The team tracked how liver cells (hepatocytes) respond to high-fat diets and metabolic stress over time, using single-cell multi-omic technologies in mice and spatial -omics in human cohorts. They found that stressed hepatocytes turn up survival and developmental programs while dialing down their normal metabolic functions. Strikingly, these same shifts were present in human patients with steatotic liver disease and predicted worse survival in those who developed liver cancer.

Among the key regulators identified was HMGCS2, an enzyme critical for processing fats into ketone bodies. When the researchers knocked out HMGCS2 in mouse livers and combined this with a high-fat diet, hepatocytes showed accelerated stress responses and formed significantly more tumors after cancer-driving mutations were introduced. In human patients, lower HMGCS2 levels—even in liver tissue before tumorigenesis—predicted higher cancer risk up to 15 years later.

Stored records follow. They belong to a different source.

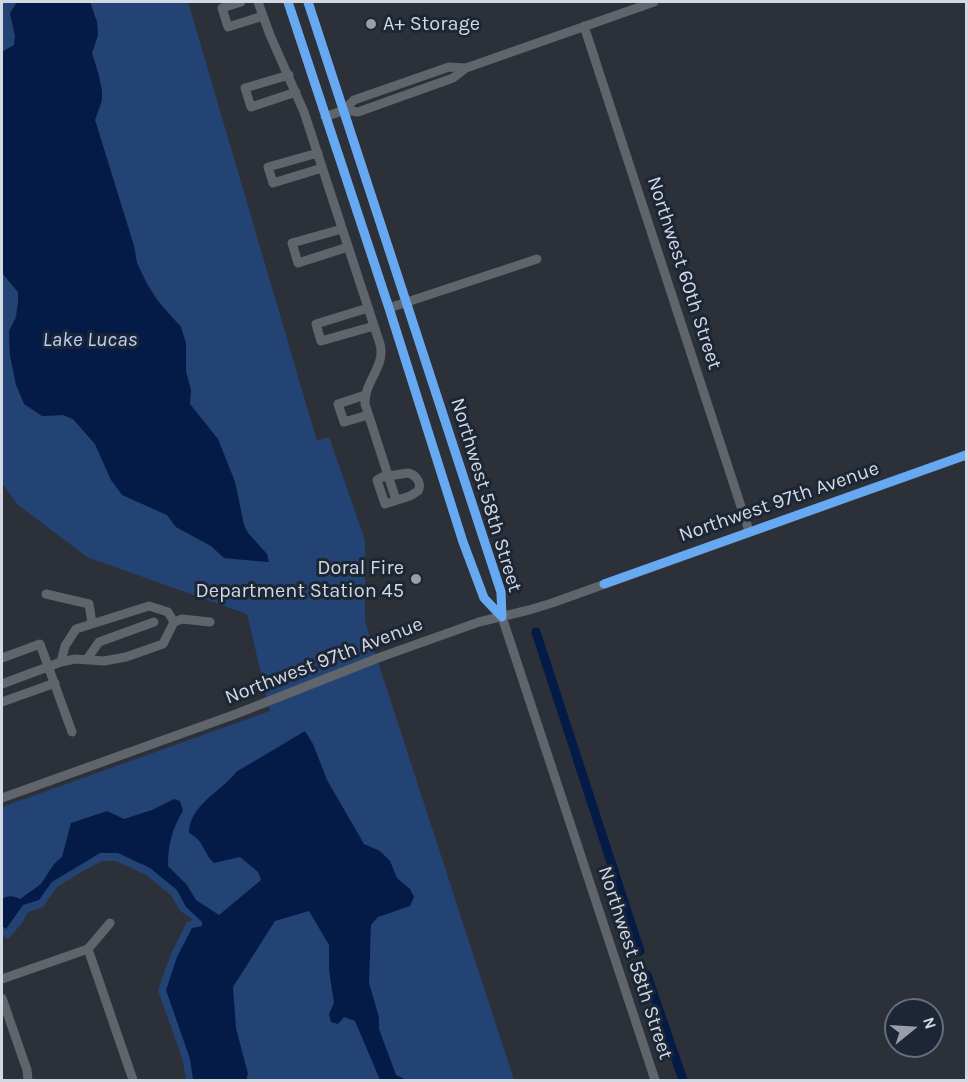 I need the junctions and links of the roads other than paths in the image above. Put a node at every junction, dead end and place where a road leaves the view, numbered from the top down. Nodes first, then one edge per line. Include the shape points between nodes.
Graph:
1 (241, 2) edge
2 (258, 2) edge
3 (288, 2) edge
4 (309, 2) edge
5 (654, 2) edge
6 (263, 16) junction
7 (584, 26) junction
8 (289, 75) junction
9 (296, 92) junction
10 (344, 110) junction
11 (325, 117) junction
12 (318, 153) junction
13 (322, 168) junction
14 (342, 229) junction
15 (348, 247) junction
16 (537, 259) dead end
17 (408, 302) junction
18 (368, 308) junction
19 (389, 308) junction
20 (374, 326) junction
21 (365, 395) junction
22 (368, 415) junction
23 (966, 455) edge
24 (388, 476) junction
25 (749, 531) junction
26 (46, 594) dead end
27 (502, 617) junction
28 (154, 622) dead end
29 (174, 622) junction
30 (210, 622) dead end
31 (92, 623) junction
32 (2, 658) edge
33 (87, 659) junction
34 (61, 662) junction
35 (50, 667) junction
36 (55, 683) junction
37 (2, 684) edge
38 (2, 702) edge
39 (72, 732) dead end
40 (2, 798) edge
41 (110, 923) dead end
42 (88, 949) junction
43 (2, 979) edge
44 (2, 998) edge
45 (28, 1080) edge
46 (133, 1080) edge
47 (655, 1080) edge

1 - 6 street via 222,8 228,27
2 - 6 street
3 - 11 street, Northwest 58th Street
4 - 10 street, Northwest 58th Street
5 - 7 street
6 - 8 street
7 - 10 street via 466,68 449,67 354,100
7 - 25 street, Northwest 60th Street
8 - 9 street
8 - 9 street via 245,88 251,107
9 - 12 street
10 - 11 street
10 - 17 street, Northwest 58th Street
11 - 19 street, Northwest 58th Street
12 - 13 street
12 - 13 street via 268,167 273,183
13 - 14 street
14 - 15 street
14 - 15 street via 292,243 298,263
15 - 18 street
16 - 17 street
17 - 19 street
17 - 27 street, Northwest 58th Street via 501,592
18 - 20 street
18 - 20 street via 316,324 321,341
19 - 27 street, Northwest 58th Street via 466,549 484,598
20 - 21 street via 381,358
21 - 22 street
21 - 22 street via 338,404 344,422
22 - 24 street
23 - 25 street, Northwest 97th Avenue
24 - 24 street via 377,480 385,504 419,489 411,473
25 - 27 street, Northwest 97th Avenue via 552,603
26 - 31 street via 89,604
27 - 40 street, Northwest 97th Avenue via 389,654
27 - 47 street, Northwest 58th Street
28 - 33 street via 99,642
29 - 30 street
29 - 31 street via 168,612 149,606
29 - 33 street via 163,644 126,657
31 - 34 street via 76,629
32 - 35 street via 40,644
33 - 34 street
34 - 35 street
35 - 36 street
35 - 37 street
36 - 38 street
36 - 39 street
41 - 42 street
42 - 43 street
42 - 46 street
44 - 45 street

Using a new computational tool that they created called MATCHA, the team also identified transcription factors SOX4 and RELB as drivers of stress-induced reprogramming. When SOX4 was overexpressed in mouse livers, it pushed hepatocytes toward stressed, proliferative states—driving and accelerating happens naturally over months of dietary stress.

The findings suggest that the liver’s early coping mechanisms for metabolic overload inadvertently create fertile ground for cancer. Understanding these pre-cancer cellular states could open new windows for early intervention in patients with steatotic liver disease, which affects more than one-third of adults worldwide.